Saved entries
☆ ☆ ☆ ☆ ☆

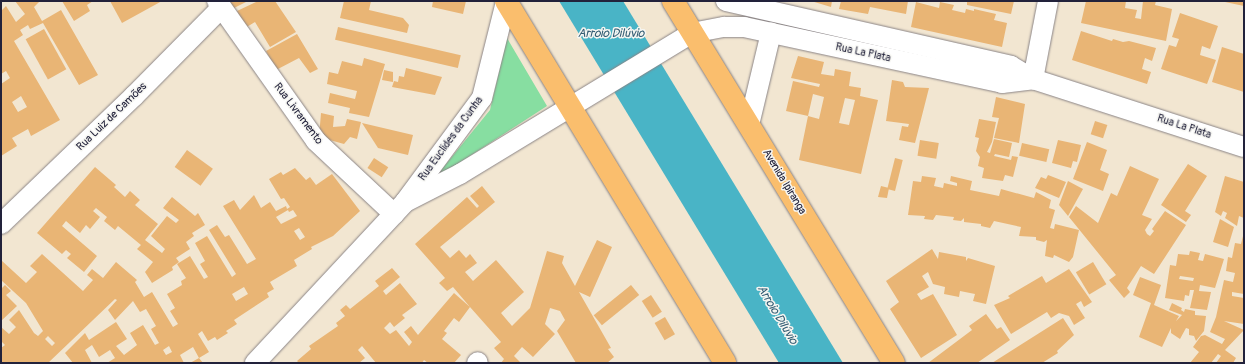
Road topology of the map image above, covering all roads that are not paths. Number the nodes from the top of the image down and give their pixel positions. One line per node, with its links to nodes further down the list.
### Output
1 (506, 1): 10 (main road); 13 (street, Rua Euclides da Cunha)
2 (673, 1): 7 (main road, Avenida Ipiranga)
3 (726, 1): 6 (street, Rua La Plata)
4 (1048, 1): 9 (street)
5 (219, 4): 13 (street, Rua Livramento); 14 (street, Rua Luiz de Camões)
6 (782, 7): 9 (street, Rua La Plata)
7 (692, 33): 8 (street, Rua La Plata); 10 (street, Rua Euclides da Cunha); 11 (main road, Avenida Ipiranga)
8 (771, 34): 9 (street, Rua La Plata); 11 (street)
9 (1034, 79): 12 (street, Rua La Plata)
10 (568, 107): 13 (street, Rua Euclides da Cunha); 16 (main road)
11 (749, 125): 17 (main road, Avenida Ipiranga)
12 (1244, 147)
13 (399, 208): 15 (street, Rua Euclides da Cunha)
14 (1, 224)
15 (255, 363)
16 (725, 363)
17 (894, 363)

☆ ☆ ☆ ☆ ☆

Description of the task.
Please copy the preceding records exactly and omit the images.

Reply to the exercise.
Road topology of the map image above, covering all roads that are not paths. Number the nodes from the top of the image down and give their pixel positions. One line per node, with its links to nodes further down the list.
### Output
1 (506, 1): 10 (main road); 13 (street, Rua Euclides da Cunha)
2 (673, 1): 7 (main road, Avenida Ipiranga)
3 (726, 1): 6 (street, Rua La Plata)
4 (1048, 1): 9 (street)
5 (219, 4): 13 (street, Rua Livramento); 14 (street, Rua Luiz de Camões)
6 (782, 7): 9 (street, Rua La Plata)
7 (692, 33): 8 (street, Rua La Plata); 10 (street, Rua Euclides da Cunha); 11 (main road, Avenida Ipiranga)
8 (771, 34): 9 (street, Rua La Plata); 11 (street)
9 (1034, 79): 12 (street, Rua La Plata)
10 (568, 107): 13 (street, Rua Euclides da Cunha); 16 (main road)
11 (749, 125): 17 (main road, Avenida Ipiranga)
12 (1244, 147)
13 (399, 208): 15 (street, Rua Euclides da Cunha)
14 (1, 224)
15 (255, 363)
16 (725, 363)
17 (894, 363)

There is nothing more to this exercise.